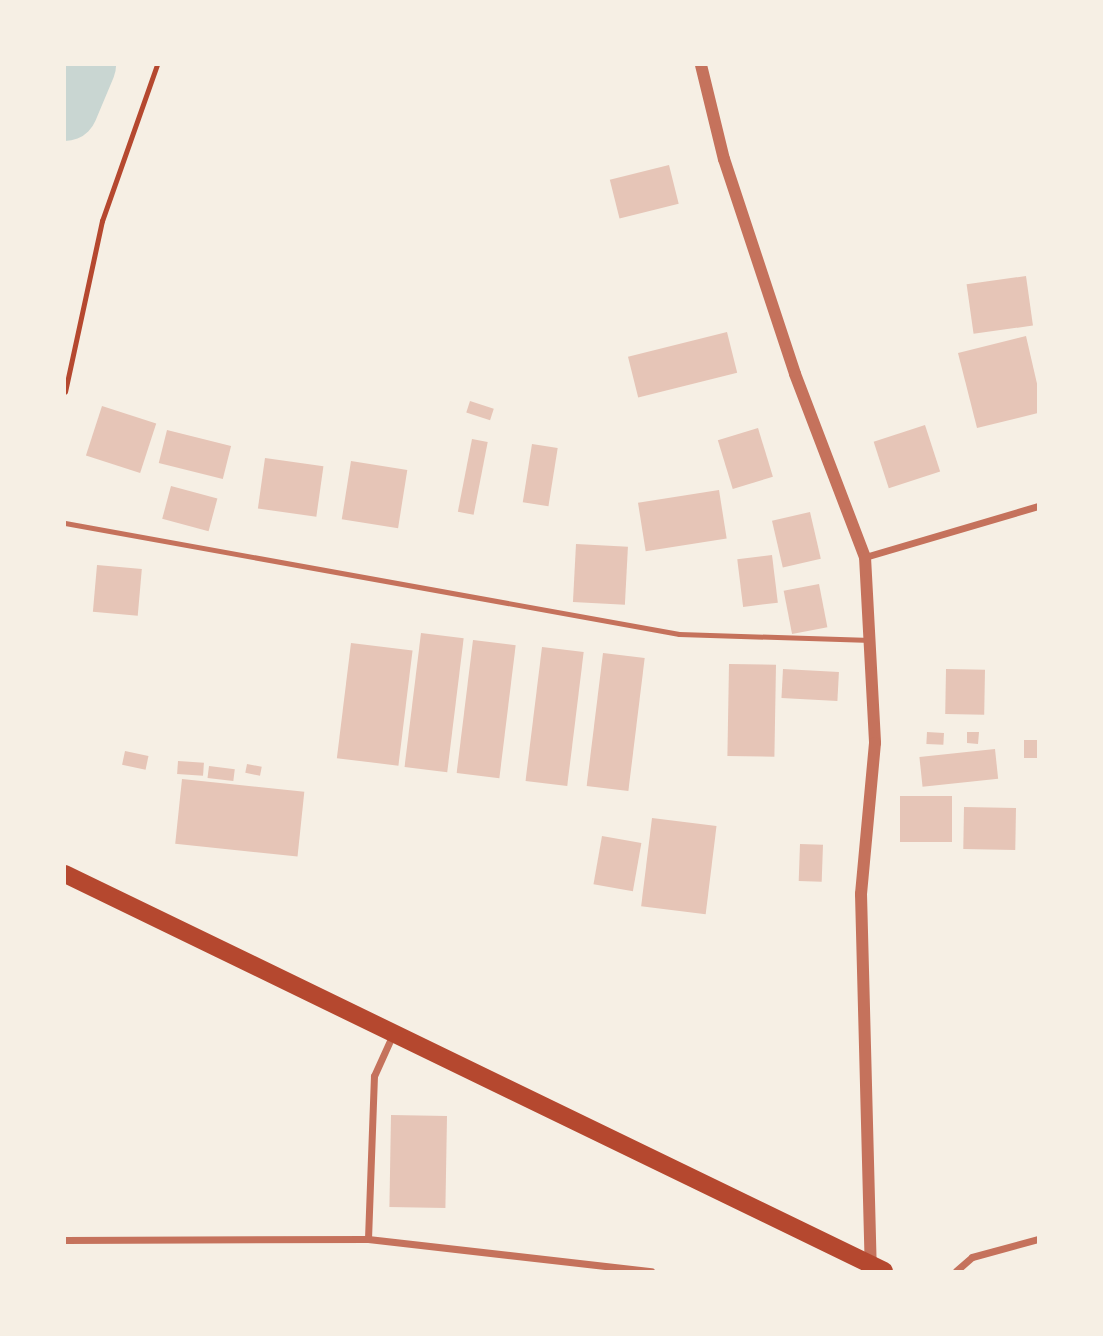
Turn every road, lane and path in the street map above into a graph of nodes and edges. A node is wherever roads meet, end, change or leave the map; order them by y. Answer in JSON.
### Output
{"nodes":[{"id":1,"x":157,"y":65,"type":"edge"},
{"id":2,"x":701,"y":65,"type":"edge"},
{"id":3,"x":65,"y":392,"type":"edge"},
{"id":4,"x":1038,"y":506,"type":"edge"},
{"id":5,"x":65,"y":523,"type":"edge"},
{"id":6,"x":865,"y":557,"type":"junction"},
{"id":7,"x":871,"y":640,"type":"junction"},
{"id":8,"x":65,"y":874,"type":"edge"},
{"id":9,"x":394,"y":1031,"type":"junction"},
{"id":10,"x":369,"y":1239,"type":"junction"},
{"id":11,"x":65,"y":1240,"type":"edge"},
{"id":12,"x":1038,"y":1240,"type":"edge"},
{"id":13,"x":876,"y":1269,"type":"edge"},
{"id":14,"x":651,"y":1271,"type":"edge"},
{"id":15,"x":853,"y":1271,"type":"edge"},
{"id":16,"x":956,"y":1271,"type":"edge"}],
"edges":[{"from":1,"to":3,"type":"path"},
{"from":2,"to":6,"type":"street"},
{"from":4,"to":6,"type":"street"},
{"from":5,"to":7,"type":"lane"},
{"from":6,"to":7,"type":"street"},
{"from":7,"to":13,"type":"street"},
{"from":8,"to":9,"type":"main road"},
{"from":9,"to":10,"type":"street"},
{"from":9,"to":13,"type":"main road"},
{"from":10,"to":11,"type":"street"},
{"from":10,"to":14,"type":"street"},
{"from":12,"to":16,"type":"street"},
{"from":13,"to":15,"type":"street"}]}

TASK INSTRUCTIONS: Could you retype every record exactly, leaving the pictures out?

REPLY TO THE EXERCISE:
Turn every road, lane and path in the street map above into a graph of nodes and edges. A node is wherever roads meet, end, change or leave the map; order them by y. Answer in JSON.
### Output
{"nodes":[{"id":1,"x":157,"y":65,"type":"edge"},
{"id":2,"x":701,"y":65,"type":"edge"},
{"id":3,"x":65,"y":392,"type":"edge"},
{"id":4,"x":1038,"y":506,"type":"edge"},
{"id":5,"x":65,"y":523,"type":"edge"},
{"id":6,"x":865,"y":557,"type":"junction"},
{"id":7,"x":871,"y":640,"type":"junction"},
{"id":8,"x":65,"y":874,"type":"edge"},
{"id":9,"x":394,"y":1031,"type":"junction"},
{"id":10,"x":369,"y":1239,"type":"junction"},
{"id":11,"x":65,"y":1240,"type":"edge"},
{"id":12,"x":1038,"y":1240,"type":"edge"},
{"id":13,"x":876,"y":1269,"type":"edge"},
{"id":14,"x":651,"y":1271,"type":"edge"},
{"id":15,"x":853,"y":1271,"type":"edge"},
{"id":16,"x":956,"y":1271,"type":"edge"}],
"edges":[{"from":1,"to":3,"type":"path"},
{"from":2,"to":6,"type":"street"},
{"from":4,"to":6,"type":"street"},
{"from":5,"to":7,"type":"lane"},
{"from":6,"to":7,"type":"street"},
{"from":7,"to":13,"type":"street"},
{"from":8,"to":9,"type":"main road"},
{"from":9,"to":10,"type":"street"},
{"from":9,"to":13,"type":"main road"},
{"from":10,"to":11,"type":"street"},
{"from":10,"to":14,"type":"street"},
{"from":12,"to":16,"type":"street"},
{"from":13,"to":15,"type":"street"}]}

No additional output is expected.